Statement by Country Concerned
Fiji, speaking as a country concerned, welcomed the recommendations of the report, and the holistic approach that could be considered for Fiji’s national health services. Fiji was pleased to have a robust and progressive Bill of Rights Chapter under the Fijian Constitution (2013) which recognised the right to health for all Fijians. Fiji continued to improve the quality of health care services and reform the health financing system. Non-communicable diseases had a devastating and disproportionately high impact on Pacific island countries, and diabetes accounted for 22 per cent of all deaths related to non-communicable diseases in Fiji. Cancer remained prevalent in Fiji, as progressive and new initiatives were being undertaken, including databases for cancer statistics and cancer-related vaccination initiatives, screening facilities and treatments. The COVID-19 pandemic had exacerbated existing inequalities and socio-economic challenges as small island developing States had their health systems already weakened by their persistent fight against the climate induced health crisis. Threats to ecosystems including pollution and climate change must be addressed in order to preserve human health.
Discussion
Speakers said meaningful equality in health must be a priority for all States. Drawing attention to the negative effects of lockdowns, they urged the Special Rapporteur to consider this issue while examining the consequences of the pandemic. The realisation of the right to health was fundamental to social and economic development and interdependent with other human rights. Prejudice faced by lesbian, gay, bisexual and trans people too often proved an impediment to their access to healthcare. The effect of embargoes on the right to health were nefarious; the world needed greater solidarity to ensure speedy and equitable access to vaccines and thus overcome the pandemic. The pandemic also provided the opportunity to build back a stronger global health infrastructure. The Special Rapporteur should focus her limited resources to matters that were of universal concern and directly related to the right to health, some speakers stated.

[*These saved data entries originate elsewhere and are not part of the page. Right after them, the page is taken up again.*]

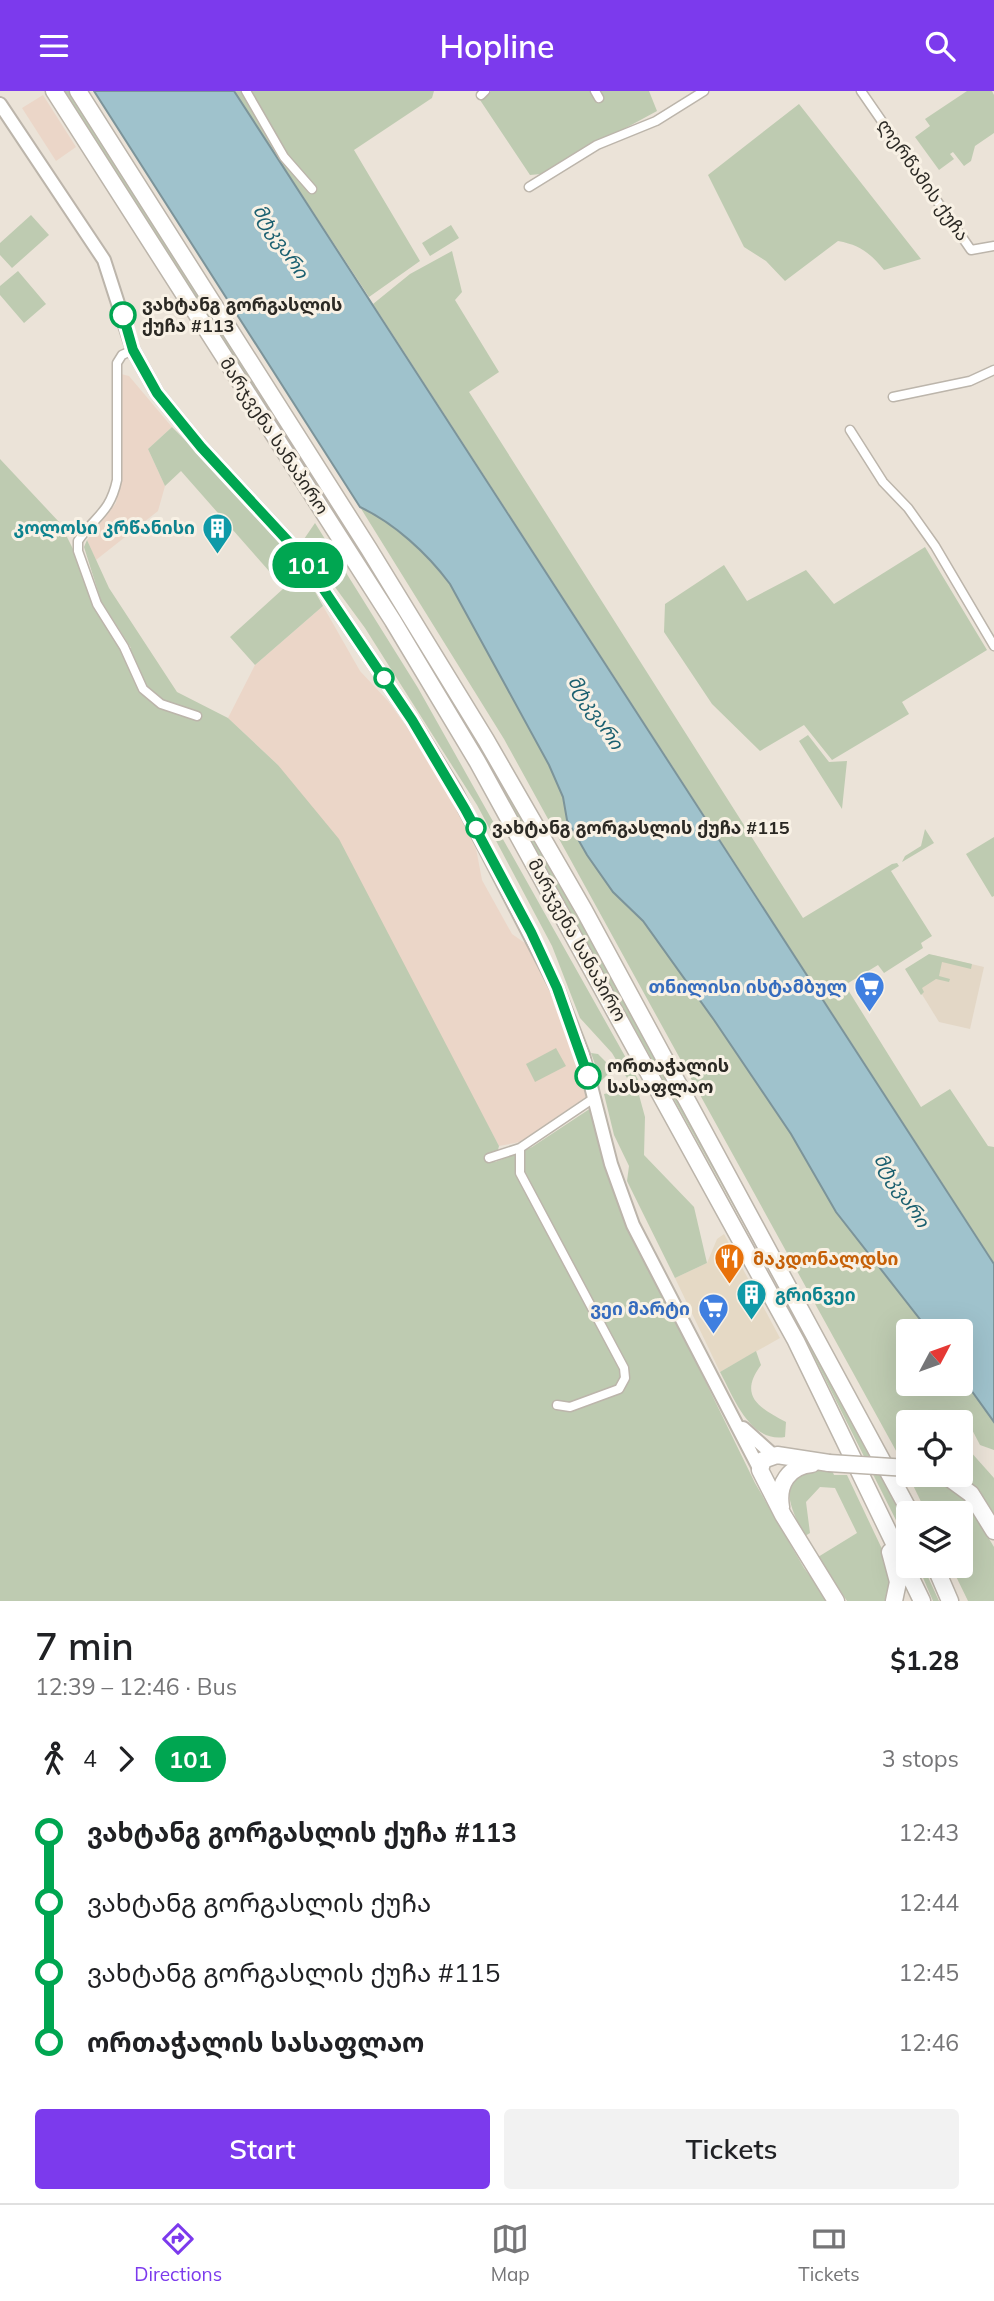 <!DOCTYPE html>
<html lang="en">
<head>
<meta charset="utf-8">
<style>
  :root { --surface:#fff; --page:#f2f2f2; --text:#202124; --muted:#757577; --line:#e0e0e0; --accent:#7c3aed }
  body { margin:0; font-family:Mulish,"Noto Sans Georgian",sans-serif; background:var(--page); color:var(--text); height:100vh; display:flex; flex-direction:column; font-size:26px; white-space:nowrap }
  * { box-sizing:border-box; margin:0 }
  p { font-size:23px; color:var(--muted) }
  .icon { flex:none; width:38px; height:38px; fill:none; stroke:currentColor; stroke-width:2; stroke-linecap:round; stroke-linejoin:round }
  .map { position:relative; height:1510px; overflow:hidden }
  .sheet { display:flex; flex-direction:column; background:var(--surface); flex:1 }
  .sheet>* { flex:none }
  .badge { padding:0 14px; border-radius:23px; font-size:24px; line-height:46px }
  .needle { width:46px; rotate:49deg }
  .buttons { position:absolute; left:896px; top:1228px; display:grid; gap:14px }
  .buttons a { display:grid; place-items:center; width:77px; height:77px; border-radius:7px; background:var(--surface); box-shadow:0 7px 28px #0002; font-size:35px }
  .map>.badge { position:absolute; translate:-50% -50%; box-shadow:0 0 0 4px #fff }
  .legs { display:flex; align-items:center; gap:10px; height:77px; padding:0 35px; font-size:23px }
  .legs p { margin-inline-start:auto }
  .head { display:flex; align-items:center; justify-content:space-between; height:119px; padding:0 35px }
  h1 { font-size:38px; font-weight:600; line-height:52px }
  .action { display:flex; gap:14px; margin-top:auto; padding:14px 35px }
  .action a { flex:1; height:80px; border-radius:7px; background:var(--accent); color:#fff; font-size:28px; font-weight:600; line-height:80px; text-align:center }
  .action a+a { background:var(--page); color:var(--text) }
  ul { padding:0 35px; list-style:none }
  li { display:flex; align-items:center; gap:24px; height:70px; font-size:26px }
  li i { display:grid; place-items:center; width:10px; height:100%; margin:0 9px; background:currentColor }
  li i::after { content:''; width:18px; height:18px; margin:-9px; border:5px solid; border-radius:50%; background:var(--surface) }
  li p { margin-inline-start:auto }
  li:first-child i { background:linear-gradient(#0000 50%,currentColor 0) }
  li:last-child i { background:linear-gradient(currentColor 50%,#0000 0) }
  header { display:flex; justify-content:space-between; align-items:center; height:91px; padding:0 35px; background:var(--accent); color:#fff; font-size:32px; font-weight:600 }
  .menu { display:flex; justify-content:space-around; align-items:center; height:98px; border-top:2px solid var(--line); background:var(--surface); font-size:19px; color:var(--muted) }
  .menu a { display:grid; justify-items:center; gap:4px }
  .menu .current { color:var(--accent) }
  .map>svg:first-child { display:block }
</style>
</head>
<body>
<header><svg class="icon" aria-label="menu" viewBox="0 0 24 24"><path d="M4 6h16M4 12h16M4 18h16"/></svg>Hopline<svg class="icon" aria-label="search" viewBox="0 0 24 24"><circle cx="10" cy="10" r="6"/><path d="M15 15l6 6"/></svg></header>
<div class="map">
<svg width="994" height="1510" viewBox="0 0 994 1510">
  <rect width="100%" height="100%" fill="#ebe3d8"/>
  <path fill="#e5d9c5" d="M724,1143l56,104 -60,34 -45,-94 32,-15 10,-24z"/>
  <path fill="#ebd6c8" d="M43,4l33,52 -20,14 -34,-53z
    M121,283l8,2 43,51 -24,22 17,37 -7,25 -62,49 -9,-20 29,-37 4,-27z
    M323,515l37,65 28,30 36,50 51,92 7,37 30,54 20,14 19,37 35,112 -66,45 -21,4 -59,-109 -162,-272 -50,-47 27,-53z"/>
  <path fill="#e3d7c6" d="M933,864l51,12 -14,62 -31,-7 -32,-52z"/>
  <path fill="#becbb1" d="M63,0h6l299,465 115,191 304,547 109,211 12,27v12l-124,-247 -305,-548 -116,-189z
    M234,0h200l-2,7 -78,52 66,111 -51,36z
    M491,0h101l3,5 6,-5h48l8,20 -116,63 -11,1 -50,-75z
    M967,0h25l2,4v38l-19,13 -4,15 -7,5 -11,-14 -3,2 4,5 -15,11 -24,-33 15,-11 -5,-7z
    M799,13l122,155 -37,11c-14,-17 -24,-25 -46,-29l-53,40 -19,-20 -22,-14 -36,-72z
    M31,124l18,20 -37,33 -12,-13v-12z
    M451,134l8,13 -29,18 -8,-13z
    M452,160l10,41 -7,8 44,72 -30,20 334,526 89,-54 5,-1 2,3 -8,5 41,65 -11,7 2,5 -39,25 -6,-8 -33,20 76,122 29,-18 38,57 6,1v116l-621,-959 37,-30z
    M18,180l28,33 -22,19 -24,-28v-9z
    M172,336c55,56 114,109 151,179l-68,59 -25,-28 54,-49 -103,-117 -16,15 -17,-37z
    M0,368l60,64 62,124 9,1 -30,-47 -17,-54 3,-7 22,48 68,104 51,26 50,47 61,74 160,307 -4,16 37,-15 59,-39 37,115 127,260 49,85 25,33h-829z
    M360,416c34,16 67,46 90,77l99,181 14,32 4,23 20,35 26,37 30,29 71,99 77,114 45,78 94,120h-22v52h53v-8l33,46v28l-14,-5 -13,-25 -11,-6 -4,9h-44v36l-8,-1 -396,-719z
    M315,432l103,165 226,402 -5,5 6,22 -1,38 50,52 13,56 -32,15 -48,-97 2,-15 -15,-31 -10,-41 29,-6 -21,-35 -32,-35 -28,-72 -75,-141 -112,-177 -63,-86z
    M925,456l62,103 -85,52 7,12 -77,46 -28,-35 -44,26 -48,-47 -48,-72 1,-28 59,-39 23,36 59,-31 28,34z
    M808,644l21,27 18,-1 -5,48 -43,-68z
    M925,738l9,14 -32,19 3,-6 16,-10z
    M994,746v59l-2,1 -26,-43z
    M929,863l43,10 -1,5 -29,-7 -3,14 11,3 -1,3 -13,-3 -14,9 2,4 -3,3 -16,-26z
    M556,957l10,18 -31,16 -9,-18z
    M591,962l7,1 12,12 -1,7 -8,8z
    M756,1260l5,14c-23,31 -2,43 25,57l-1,15c-35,6 -51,-39 -65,-65z
    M961,1350l33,37v39l-15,-25 -20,-17z
    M831,1377l3,7h13l44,93 1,33h-45l-29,-44 39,-24 -22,-45 -15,-1 -14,15 4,31 -5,3c-21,-38 -28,-66 26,-68z
    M910,1388l29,3 21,11 7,9 27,45v54h-26l-17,-35h10v-52h-34z
    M918,1475h5l16,35h-6z"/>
  <path fill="#9fc2cc" stroke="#7c949a" stroke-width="2" d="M94,0h140l760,1173v158l-33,-46v-44h-31l-94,-120 -45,-78 -77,-114 -71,-99 -30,-29 -26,-37 -20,-35 -4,-23 -14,-32 -99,-181c-23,-31 -56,-61 -90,-77z"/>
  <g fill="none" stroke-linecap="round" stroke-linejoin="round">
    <defs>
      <path id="street" d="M246,0l38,66 28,32
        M595,0l4,7
        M861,0l110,159 23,-4
        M481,4l4,-4
        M529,96l68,-42 59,-24 48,-30
        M133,259l-11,5 -5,8v117c-7,33 -22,36 -39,61v10l19,53 27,43 19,42 18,15 36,12
        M893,306l77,-16 24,-11
        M850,339l33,52 25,26 27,38 59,100
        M489,1067l31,-10
        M557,1314l13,2 49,-18 6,-11 -1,-10 -104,-195v-25l74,-50"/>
      <path id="secondary" d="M0,13l104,156 29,90 24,43 44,54 98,106 113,167 43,70 102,198 26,67 28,109 22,61 127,245
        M743,1337l29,26"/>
      <path id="highway" d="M54,0l339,530 84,140 319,580 126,260
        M78,0l291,458 117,191 98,170 327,604
        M829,1372l-52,-8 -14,5 -3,10 23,45 53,86
        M945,1384l26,19 23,37
        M781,1416c-4,-23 8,-41 31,-43
        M890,1461l8,30 -4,19
        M935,1475l15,35"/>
    </defs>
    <use href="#street" stroke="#bcb5ab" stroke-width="11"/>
    <use href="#secondary" stroke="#bcb5ab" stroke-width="16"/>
    <use href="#highway" stroke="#bcb5ab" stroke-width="19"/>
    <use href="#street" stroke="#fff" stroke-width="8"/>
    <use href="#secondary" stroke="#fff" stroke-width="12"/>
    <use href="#highway" stroke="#fff" stroke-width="16"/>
    <defs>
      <path id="highway-bridge" d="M829,1372l79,5"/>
    </defs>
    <use href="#highway-bridge" stroke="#bcb5ab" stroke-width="19" stroke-linecap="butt"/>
    <use href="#highway-bridge" stroke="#fff" stroke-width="16"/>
  </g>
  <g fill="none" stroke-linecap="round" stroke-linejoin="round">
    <defs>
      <path id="line-1" d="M123,224l10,35 24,43 44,54 98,106 113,167 53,89 66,123 26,56 31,88"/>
    </defs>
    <use href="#line-1" stroke="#fff" stroke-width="16"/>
    <use href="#line-1" stroke="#00a651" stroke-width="10"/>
  </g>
  <defs>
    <symbol id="building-pin" viewBox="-11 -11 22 30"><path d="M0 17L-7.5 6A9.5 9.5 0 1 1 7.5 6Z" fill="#0f9aa8" stroke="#f8f1e5"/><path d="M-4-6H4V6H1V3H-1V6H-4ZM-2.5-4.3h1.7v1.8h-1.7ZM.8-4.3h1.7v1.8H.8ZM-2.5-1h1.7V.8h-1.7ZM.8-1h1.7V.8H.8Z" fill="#fff"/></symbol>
    <symbol id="supermarket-pin" viewBox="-11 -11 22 30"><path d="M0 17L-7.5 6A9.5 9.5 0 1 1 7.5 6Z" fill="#3f7fe0" stroke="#f8f1e5"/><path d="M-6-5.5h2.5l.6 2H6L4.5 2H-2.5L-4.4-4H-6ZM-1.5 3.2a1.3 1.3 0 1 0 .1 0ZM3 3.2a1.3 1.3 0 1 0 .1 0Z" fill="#fff"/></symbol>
    <symbol id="restaurant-pin" viewBox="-11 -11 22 30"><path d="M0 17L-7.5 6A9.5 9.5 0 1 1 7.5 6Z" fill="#e8710a" stroke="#f8f1e5"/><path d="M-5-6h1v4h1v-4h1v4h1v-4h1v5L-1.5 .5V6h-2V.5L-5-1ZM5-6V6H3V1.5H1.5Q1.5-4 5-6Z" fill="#fff"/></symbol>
  </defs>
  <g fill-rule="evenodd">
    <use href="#building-pin" x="200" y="420" width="35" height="47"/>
    <use href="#supermarket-pin" x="852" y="878" width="35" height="47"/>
    <use href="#restaurant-pin" x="712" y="1150" width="35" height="47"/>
    <use href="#building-pin" x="734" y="1186" width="35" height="47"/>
    <use href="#supermarket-pin" x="696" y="1200" width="35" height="47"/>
  </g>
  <g fill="#fff" stroke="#00a651" stroke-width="3.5">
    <circle cx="123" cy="224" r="12"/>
    <circle cx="384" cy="587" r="9"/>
    <circle cx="476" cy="737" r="9"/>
    <circle cx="588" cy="985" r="12"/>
  </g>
  <g text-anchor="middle" stroke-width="6" stroke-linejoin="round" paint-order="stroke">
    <g font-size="18" fill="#2b2924" stroke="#f8f1e5">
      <text transform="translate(923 89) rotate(55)" y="6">ლერწამის ქუჩა</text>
      <text transform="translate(274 345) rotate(57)" y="6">მარჯვენა სანაპირო</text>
      <text transform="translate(577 849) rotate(61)" y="6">მარჯვენა სანაპირო</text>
    </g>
    <g font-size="18" font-weight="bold" fill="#2b2924" stroke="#f8f1e5" text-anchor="start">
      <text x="142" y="220">ვახტანგ გორგასლის<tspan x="142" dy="21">ქუჩა #113</tspan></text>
      <text x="492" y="743">ვახტანგ გორგასლის ქუჩა #115</text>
      <text x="607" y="981">ორთაჭალის<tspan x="607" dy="21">სასაფლაო</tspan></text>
    </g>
    <g font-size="18" font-weight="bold" fill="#0d838f" stroke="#f8f1e5" text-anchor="end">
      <text x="195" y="443">კოლოსი კრწანისი</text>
      <text x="775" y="1210" text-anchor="start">გრინვეი</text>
    </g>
    <g font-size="18" font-weight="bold" fill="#366cbe" stroke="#f8f1e5" text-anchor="end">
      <text x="847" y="902">თნილისი ისტამბულ</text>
      <text x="690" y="1224">ვეი მარტი</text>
    </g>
    <g font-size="18" font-weight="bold" fill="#c56008" stroke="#f8f1e5" text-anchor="start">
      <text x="753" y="1174">მაკდონალდსი</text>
    </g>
    <g font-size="19" font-style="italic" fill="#1b6070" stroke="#f8f1e5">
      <text transform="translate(281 150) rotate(57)" y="7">მტკვარი</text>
      <text transform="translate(596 621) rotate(57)" y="7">მტკვარი</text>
      <text transform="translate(902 1099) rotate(57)" y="7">მტკვარი</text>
    </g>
  </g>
</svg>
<div class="buttons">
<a><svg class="needle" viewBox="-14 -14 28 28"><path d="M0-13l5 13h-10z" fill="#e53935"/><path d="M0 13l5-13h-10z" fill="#757577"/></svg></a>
<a><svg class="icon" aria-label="locate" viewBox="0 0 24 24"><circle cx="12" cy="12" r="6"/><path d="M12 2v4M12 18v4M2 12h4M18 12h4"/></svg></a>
<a><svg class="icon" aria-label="layers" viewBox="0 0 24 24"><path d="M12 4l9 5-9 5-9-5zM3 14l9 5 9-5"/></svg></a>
</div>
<b class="badge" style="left:308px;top:474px;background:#00a651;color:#fff">101</b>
</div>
<section class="sheet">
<div class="head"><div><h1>7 min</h1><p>12:39 – 12:46 · Bus</p></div><b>$1.28</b></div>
<div class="legs"><svg class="icon" aria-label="walk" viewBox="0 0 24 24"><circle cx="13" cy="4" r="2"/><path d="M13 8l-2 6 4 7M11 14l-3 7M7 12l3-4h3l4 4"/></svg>4<svg class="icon" aria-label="forward" viewBox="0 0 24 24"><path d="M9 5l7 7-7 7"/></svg><b class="badge" style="background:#00a651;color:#fff">101</b><p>3 stops</p></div>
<ul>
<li><i style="color:#00a651"></i><b>ვახტანგ გორგასლის ქუჩა #113</b><p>12:43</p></li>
<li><i style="color:#00a651"></i><span>ვახტანგ გორგასლის ქუჩა</span><p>12:44</p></li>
<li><i style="color:#00a651"></i><span>ვახტანგ გორგასლის ქუჩა #115</span><p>12:45</p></li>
<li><i style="color:#00a651"></i><b>ორთაჭალის სასაფლაო</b><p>12:46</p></li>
</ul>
<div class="action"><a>Start</a><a>Tickets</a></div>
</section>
<nav class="menu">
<a class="current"><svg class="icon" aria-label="directions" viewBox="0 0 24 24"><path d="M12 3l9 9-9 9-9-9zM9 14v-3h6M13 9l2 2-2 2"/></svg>Directions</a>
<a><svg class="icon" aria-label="map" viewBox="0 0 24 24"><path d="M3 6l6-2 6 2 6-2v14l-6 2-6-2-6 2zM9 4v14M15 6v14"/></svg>Map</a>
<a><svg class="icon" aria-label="tickets" viewBox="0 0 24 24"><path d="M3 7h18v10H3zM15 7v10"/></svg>Tickets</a>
</nav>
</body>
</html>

Speakers welcomed the Special Rapporteur in her new role, expressing their support for her mandate and reiterating its importance during the global pandemic.
Welcoming the Special Rapporteur’s focus on the principles of non-discrimination and equality, speakers expressed their support also for her recognition of the importance of technological innovation. Some speakers called for political and legislative plans to incorporate a global intersectional vision, ensuring the health of Afro-descendants. Countries were obliged to protect and uphold the health of their citizens by guaranteeing universal health coverage, as speakers provided examples of their high impact national health strategies and policies. Speakers asked the Special Rapporteur about the ways she could contribute to discussions on achieving the fullness of the right to health, and about her vision with regards to COVID-19. Speakers expressed alarm that some Special Rapporteurs used terminology that did not have consensus, seeking an end to this trend.